▶ [TASK STATEMENT] Find every line in the records below that holds the word "junction" and copy it.
===
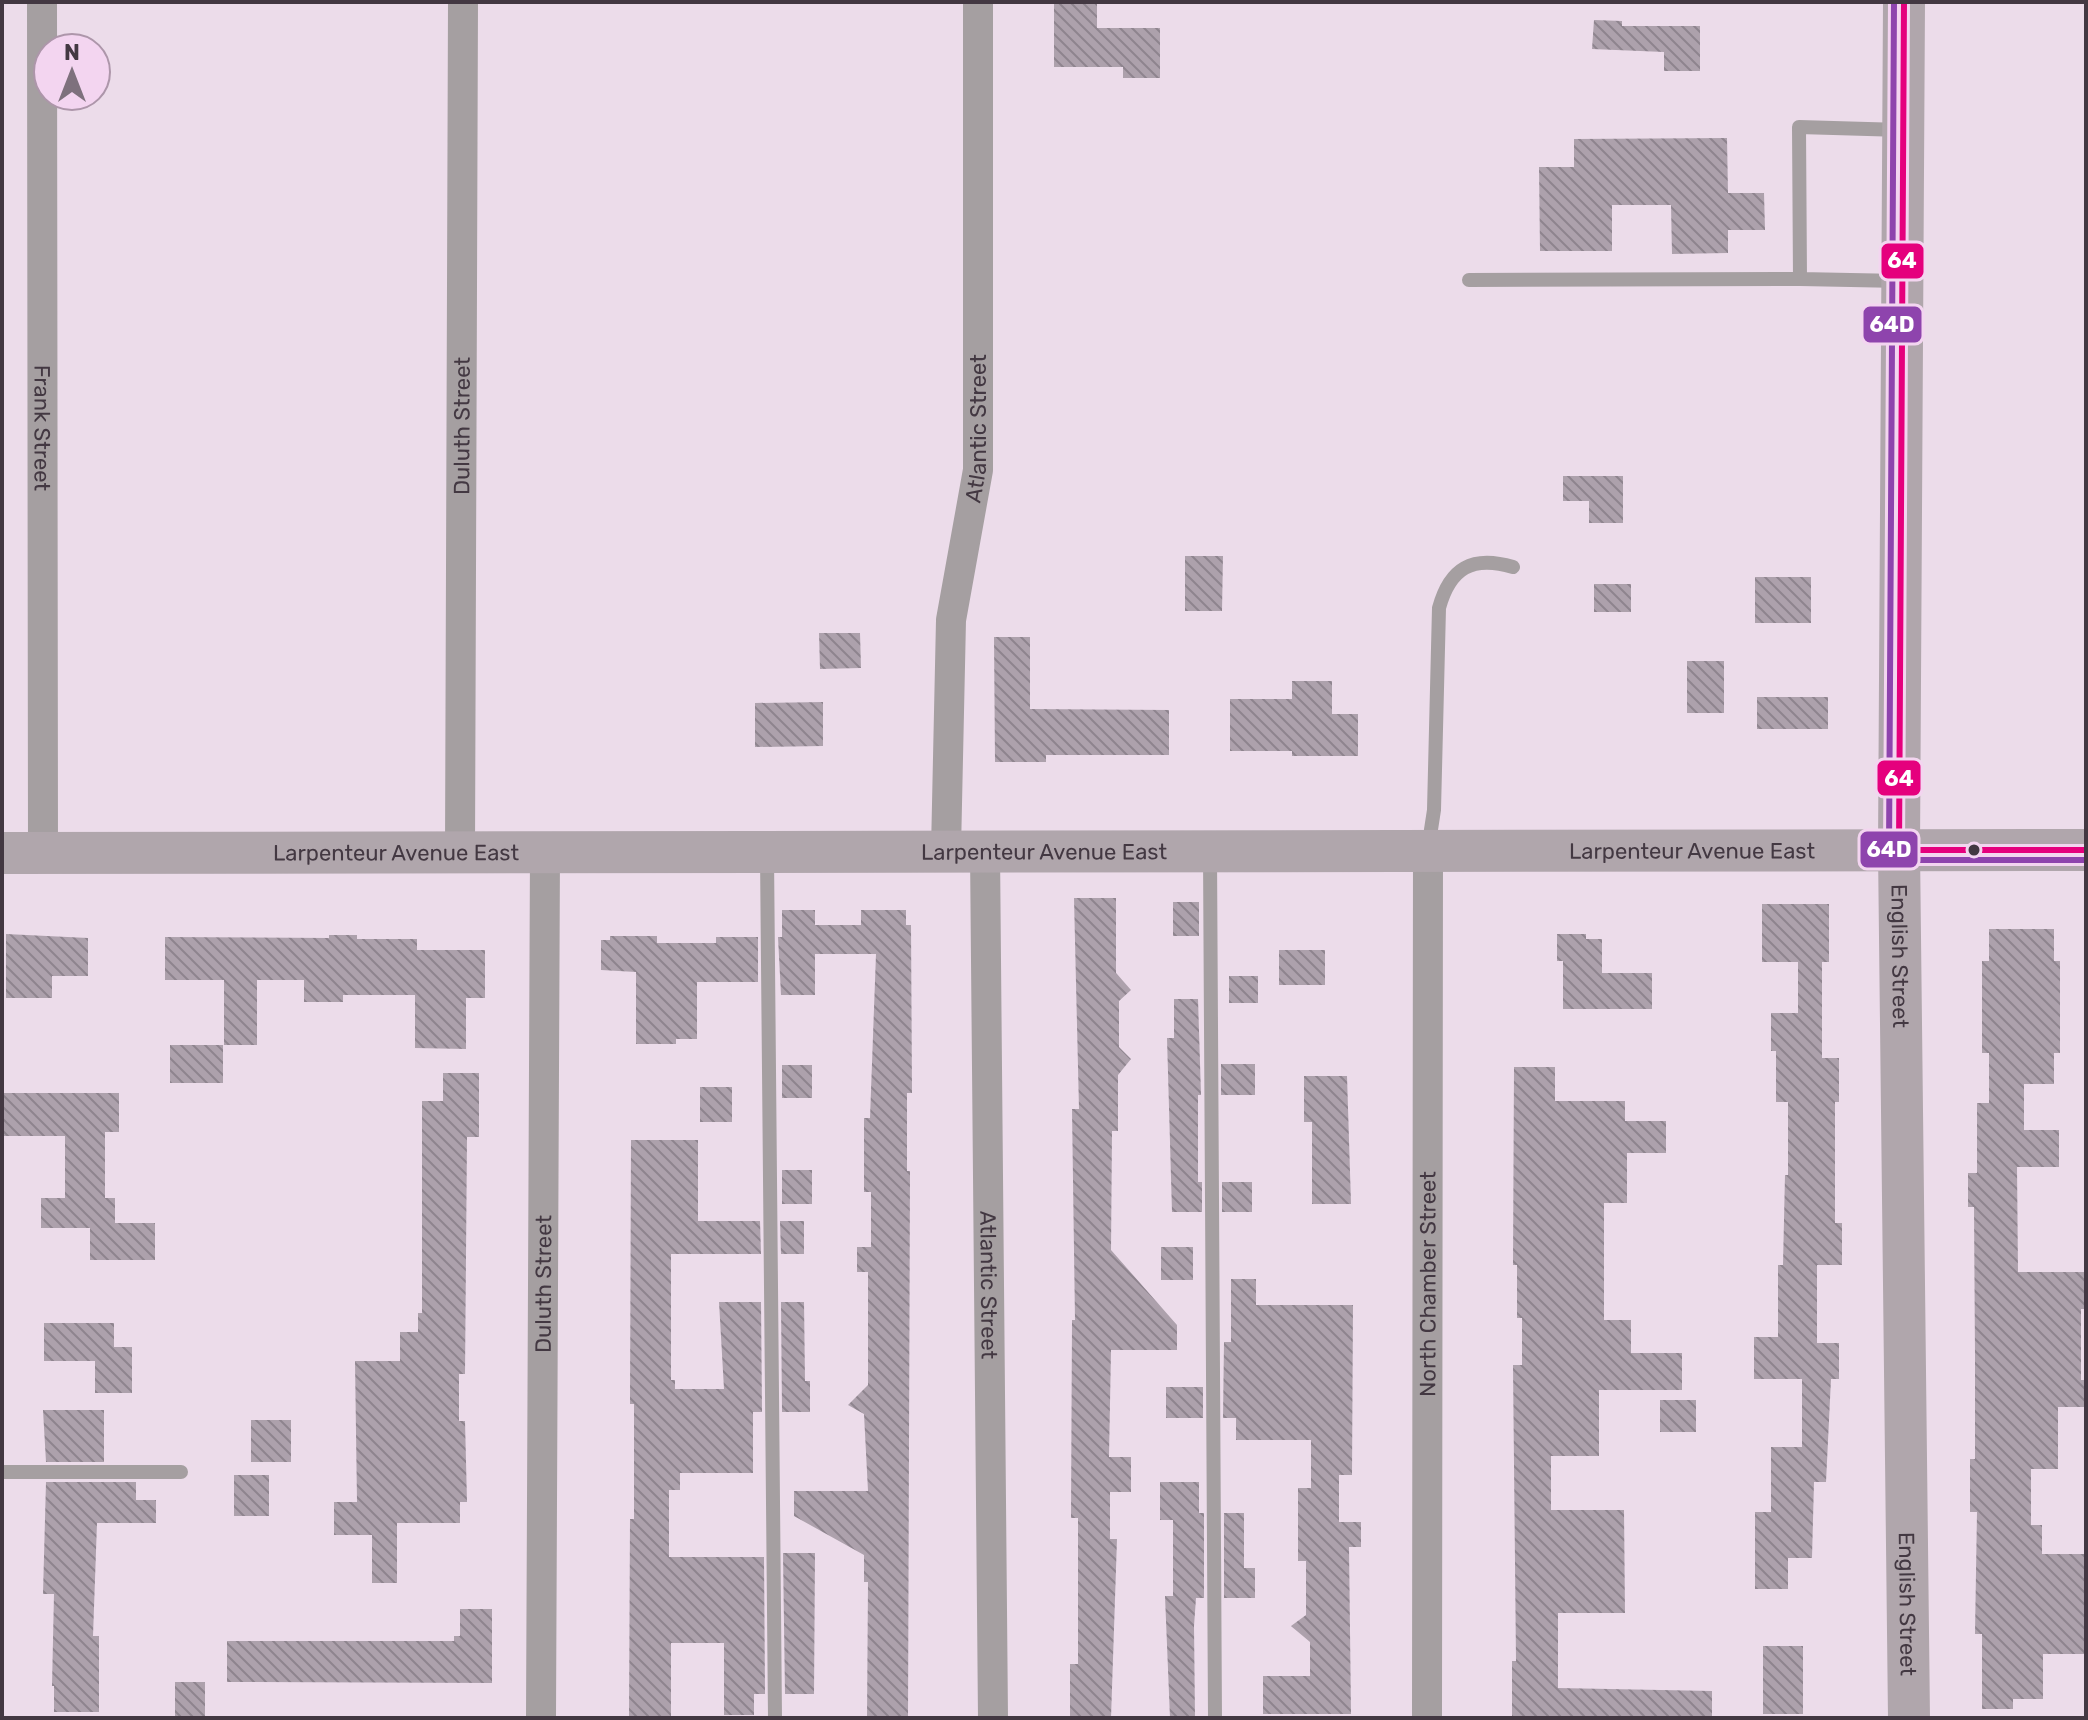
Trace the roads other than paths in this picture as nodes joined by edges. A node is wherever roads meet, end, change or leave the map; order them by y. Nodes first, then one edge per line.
1 (42, 2) edge
2 (463, 2) edge
3 (978, 2) edge
4 (1904, 2) edge
5 (1904, 130) junction
6 (1800, 279) junction
7 (1469, 280) dead end
8 (1905, 281) junction
9 (1513, 567) dead end
10 (1210, 849) junction
11 (1428, 849) junction
12 (767, 850) junction
13 (1899, 850) junction
14 (2086, 850) edge
15 (966, 851) junction
16 (460, 852) junction
17 (545, 852) junction
18 (22, 853) edge
19 (2, 1472) edge
20 (181, 1472) dead end
21 (541, 1718) edge
22 (775, 1718) edge
23 (993, 1718) edge
24 (1215, 1718) edge
25 (1427, 1718) edge
26 (1909, 1718) edge

1 - 18 street, Frank Street
2 - 16 street, Duluth Street
3 - 15 street, Atlantic Street
4 - 5 street, English Street
5 - 6 lane
5 - 8 street, English Street
6 - 7 lane
6 - 8 lane
8 - 13 street, English Street
9 - 11 lane
10 - 11 street, Larpenteur Avenue East
10 - 15 street, Larpenteur Avenue East
10 - 24 lane
11 - 13 street, Larpenteur Avenue East
11 - 25 street, North Chamber Street
12 - 15 street, Larpenteur Avenue East
12 - 17 street, Larpenteur Avenue East
12 - 22 lane
13 - 14 street, Larpenteur Avenue East
13 - 26 street, English Street
15 - 23 street, Atlantic Street
16 - 17 street, Larpenteur Avenue East
16 - 18 street, Larpenteur Avenue East
17 - 21 street, Duluth Street
19 - 20 lane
===
▶ [RESPONSE AREA]
5 (1904, 130) junction
6 (1800, 279) junction
8 (1905, 281) junction
10 (1210, 849) junction
11 (1428, 849) junction
12 (767, 850) junction
13 (1899, 850) junction
15 (966, 851) junction
16 (460, 852) junction
17 (545, 852) junction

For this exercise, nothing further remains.